Tanti organi di stampa hanno riportato male le dichiarazioni del presidente del Napoli, omettendo una seconda ma significativa frase. “Gli direi di si però penso che lui…”.
Antonio Conte torna a fare il ct dell’Italia? No. Ieri in tanti hanno diffuso questa notizia dandola per ufficiosa e dicendo di come Aurelio De Laurentiis abbia dato il via libera. Ma dimenticando – chissà quanto di proposito e quanto senza averlo fatto apposta – di aggiungere la parte finale del discorso fatto in proposito dal presidente del Napoli.
Interpellato in proposito durante la sua permanenza dall’altra parte del mondo – attualmente De Laurentiis si trova a Los Angeles per impegni di lavoro legati alla sua attività da produttore cinematografico – il presidente azzurro è andato a ruota libera sulla squadra della quale è proprietario da quasi 22 anni. Oltre ad avere incontrato i tifosi napoletani presenti da quelle parti, in California, ADL ha anche esaltato la sua squadra dopo la vittoria in Napoli-Milan, con l’1-0 firmato Matteo Politano al 78′. E poi ha parlato della situazione relativa ad Antonio Conte.

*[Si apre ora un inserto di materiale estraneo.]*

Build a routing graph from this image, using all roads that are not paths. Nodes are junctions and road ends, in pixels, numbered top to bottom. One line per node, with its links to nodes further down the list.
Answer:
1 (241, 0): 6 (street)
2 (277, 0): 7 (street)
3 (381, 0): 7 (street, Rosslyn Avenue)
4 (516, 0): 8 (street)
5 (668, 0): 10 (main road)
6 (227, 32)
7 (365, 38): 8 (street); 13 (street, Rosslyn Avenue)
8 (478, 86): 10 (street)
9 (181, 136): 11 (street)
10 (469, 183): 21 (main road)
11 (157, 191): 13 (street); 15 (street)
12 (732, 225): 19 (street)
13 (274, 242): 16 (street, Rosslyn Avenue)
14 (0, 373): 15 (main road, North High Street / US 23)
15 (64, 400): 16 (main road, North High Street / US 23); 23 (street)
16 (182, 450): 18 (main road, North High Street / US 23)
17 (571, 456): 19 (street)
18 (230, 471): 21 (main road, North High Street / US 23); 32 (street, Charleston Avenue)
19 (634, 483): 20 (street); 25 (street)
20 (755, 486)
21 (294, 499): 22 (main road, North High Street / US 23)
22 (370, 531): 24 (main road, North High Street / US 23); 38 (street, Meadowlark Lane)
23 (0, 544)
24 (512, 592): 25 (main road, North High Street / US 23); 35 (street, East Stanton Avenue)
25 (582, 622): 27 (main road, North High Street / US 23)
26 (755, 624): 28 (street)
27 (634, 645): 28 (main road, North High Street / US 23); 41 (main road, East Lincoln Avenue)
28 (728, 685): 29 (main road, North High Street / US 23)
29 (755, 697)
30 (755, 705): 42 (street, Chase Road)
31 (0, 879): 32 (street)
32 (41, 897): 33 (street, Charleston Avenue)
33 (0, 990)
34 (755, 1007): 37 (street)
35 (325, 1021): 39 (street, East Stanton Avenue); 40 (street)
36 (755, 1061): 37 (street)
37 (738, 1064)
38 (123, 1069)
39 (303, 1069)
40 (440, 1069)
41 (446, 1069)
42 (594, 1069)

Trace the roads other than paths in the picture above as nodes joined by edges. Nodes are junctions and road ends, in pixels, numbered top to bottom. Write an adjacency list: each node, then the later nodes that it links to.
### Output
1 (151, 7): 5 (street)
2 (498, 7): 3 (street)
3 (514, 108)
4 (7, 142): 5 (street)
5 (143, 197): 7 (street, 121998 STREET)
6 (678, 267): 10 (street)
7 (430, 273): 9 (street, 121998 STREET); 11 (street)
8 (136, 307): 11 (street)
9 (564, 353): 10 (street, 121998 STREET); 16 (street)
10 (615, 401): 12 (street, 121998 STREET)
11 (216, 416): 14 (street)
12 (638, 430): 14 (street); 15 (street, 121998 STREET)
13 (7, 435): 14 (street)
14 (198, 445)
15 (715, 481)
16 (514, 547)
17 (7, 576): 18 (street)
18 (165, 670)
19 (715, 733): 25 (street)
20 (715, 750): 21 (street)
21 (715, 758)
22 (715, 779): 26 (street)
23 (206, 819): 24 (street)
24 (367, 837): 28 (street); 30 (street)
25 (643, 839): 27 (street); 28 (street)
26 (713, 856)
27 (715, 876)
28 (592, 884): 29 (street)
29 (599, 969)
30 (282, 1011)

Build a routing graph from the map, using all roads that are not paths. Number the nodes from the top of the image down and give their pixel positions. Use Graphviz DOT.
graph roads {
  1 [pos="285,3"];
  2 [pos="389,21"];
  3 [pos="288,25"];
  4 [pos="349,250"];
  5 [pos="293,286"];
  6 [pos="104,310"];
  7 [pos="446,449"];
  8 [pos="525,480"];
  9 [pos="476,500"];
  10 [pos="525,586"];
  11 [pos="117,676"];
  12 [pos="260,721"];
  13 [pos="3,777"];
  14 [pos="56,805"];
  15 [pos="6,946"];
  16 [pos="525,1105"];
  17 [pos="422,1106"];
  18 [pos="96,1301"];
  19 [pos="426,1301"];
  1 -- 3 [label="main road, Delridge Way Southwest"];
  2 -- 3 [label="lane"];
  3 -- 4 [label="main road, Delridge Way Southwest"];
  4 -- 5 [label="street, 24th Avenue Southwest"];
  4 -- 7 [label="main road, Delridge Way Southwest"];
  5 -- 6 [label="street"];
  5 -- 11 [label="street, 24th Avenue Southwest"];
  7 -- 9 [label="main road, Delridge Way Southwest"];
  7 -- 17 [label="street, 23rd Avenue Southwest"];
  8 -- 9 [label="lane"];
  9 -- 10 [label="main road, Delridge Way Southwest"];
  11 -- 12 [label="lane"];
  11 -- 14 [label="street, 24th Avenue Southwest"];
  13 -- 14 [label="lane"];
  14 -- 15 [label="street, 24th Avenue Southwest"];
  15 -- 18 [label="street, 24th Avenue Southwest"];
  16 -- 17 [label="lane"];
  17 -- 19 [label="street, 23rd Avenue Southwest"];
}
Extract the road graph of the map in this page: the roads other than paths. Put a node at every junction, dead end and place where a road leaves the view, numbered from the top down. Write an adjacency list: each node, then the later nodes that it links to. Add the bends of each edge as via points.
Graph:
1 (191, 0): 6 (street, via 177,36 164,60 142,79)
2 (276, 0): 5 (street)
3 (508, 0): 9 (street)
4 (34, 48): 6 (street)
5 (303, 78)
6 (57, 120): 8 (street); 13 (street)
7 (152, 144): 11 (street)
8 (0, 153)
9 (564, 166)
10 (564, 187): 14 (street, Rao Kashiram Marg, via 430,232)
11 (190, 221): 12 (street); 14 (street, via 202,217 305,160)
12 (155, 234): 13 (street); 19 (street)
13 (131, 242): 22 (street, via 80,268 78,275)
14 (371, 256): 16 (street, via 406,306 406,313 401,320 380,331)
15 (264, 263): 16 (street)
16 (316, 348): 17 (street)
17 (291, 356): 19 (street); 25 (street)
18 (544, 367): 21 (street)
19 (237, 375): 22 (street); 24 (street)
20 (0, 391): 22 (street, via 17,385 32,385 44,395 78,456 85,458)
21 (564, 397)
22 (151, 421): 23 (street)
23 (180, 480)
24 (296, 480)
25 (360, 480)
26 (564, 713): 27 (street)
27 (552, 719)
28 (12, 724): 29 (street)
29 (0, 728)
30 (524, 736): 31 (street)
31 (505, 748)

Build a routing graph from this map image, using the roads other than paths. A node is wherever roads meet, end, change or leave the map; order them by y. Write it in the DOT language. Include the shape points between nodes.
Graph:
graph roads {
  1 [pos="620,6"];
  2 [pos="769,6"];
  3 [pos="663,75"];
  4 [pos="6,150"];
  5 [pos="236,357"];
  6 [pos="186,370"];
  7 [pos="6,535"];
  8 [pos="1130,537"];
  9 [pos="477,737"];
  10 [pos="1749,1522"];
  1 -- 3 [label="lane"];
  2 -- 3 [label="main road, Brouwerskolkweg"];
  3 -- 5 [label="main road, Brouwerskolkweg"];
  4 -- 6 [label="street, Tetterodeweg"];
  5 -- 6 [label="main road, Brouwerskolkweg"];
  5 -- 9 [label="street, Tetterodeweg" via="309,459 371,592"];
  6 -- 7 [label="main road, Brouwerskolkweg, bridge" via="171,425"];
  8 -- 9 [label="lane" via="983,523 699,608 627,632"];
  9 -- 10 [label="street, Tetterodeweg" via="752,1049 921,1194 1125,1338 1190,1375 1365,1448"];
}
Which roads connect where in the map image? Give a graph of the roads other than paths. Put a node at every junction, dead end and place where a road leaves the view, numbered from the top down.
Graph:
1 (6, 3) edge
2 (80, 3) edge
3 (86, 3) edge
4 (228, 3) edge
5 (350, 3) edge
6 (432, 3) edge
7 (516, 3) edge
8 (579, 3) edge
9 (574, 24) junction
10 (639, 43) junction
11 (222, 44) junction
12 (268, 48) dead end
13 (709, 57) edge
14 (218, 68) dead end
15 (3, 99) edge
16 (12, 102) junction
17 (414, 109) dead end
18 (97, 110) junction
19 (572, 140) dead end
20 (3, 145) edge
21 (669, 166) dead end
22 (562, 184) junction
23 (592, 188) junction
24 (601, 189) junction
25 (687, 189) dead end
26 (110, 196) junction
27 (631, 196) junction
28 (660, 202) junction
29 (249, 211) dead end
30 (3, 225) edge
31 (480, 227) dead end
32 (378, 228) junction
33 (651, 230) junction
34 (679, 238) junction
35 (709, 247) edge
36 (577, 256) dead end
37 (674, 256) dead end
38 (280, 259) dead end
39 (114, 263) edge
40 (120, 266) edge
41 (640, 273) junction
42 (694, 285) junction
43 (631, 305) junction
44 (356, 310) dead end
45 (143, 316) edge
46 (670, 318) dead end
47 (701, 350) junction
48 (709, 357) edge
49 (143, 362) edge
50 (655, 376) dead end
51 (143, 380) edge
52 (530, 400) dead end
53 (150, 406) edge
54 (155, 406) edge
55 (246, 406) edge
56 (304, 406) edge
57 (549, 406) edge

“Io Conte lo lascerei andare a fare il commissario tecnico della Nazionale, se dovesse chiedermelo”. Questo in ottemperanza alla regola non scritta che da sempre vige in seno alla SSC Napoli, per la quale chi non ha più voglia di restare può fare tranquillamente le valigie ed andare altrove, se in cambio la società ottiene il giusto conquibus. Poi fin troppo spesso si giunge allo scontro, quasi sempre per la volontà imposta da procuratori e loro collaboratori (vedesi i casi Higuain e Kvaratskhelia, tanto per fare degli esempi.
Il Napoli non ha mai ceduto per esigenze e quando lo ha fatto, ciò è avvenuto per fare si che la squadra divenisse più forte con i proventi ottenuti. Del resto i risultati conseguiti ne sono la dimostrazione. E sarà così anche nel caso di Antonio Conte, con il quale resta ancora un anno di contratto. L’allenatore salentino è legato al Napoli da un contratto fino al 30 giugno 2027, ma con l’accordo di incontrarsi ogni volta a fine stagione per vedere se gli interessi reciproci convergono.
Perché Conte non si accontenta del suo favoloso stipendio da 8 milioni di euro netti all’anno. Lui vuole anche vincere, almeno in ambito nazionale. E potere avere un organico attrezzato per fare quanta più strada possibile in Champions League. E fino ad oggi De Laurentiis ha sempre assecondato le volontà del suo allenatore, ben sapendo di avere il miglior mister disponibile in Italia, ed uno dei migliori in assoluto anche nel resto del mondo.
Cosa ha detto De Laurentiis? Che per lui Conte può andare, se ci fosse una richiesta diretta da parte del diretto interessato. Ma poi il presidente del Napoli ha anche aggiunto che “non penso che lui sia così sconsiderato da accettare la proposta della FIGC, che non ha soldi ed è una struttura fortemente disorganizzata, ad oggi. La Federazione ha bisogno di una figura forte nel presente e nel futuro, ci vorrebbe un personaggio come Giovanni Malagò”.
Insomma, all’Italia servirebbe prima mettere insieme i cocci nei piani alti e poi pensare a chi legarsi per un progetto quadriennale che, si spera, possa tornare ad essere di successo, dopo il terzo Mondiale di fila sfumato. E Conte, che da par suo avrebbe potuto dire che sicuramente resterà, ha risposto con un diplomatico “se si fa il mio nome per l’Italia non può che farmi piacere, è un onore rappresentare il proprio Paese”. Parole che resteranno tali se a fine maggio l’incontro con De Laurentiis dovesse andare bene. E ci sono alte probabilità che ciò avvenga.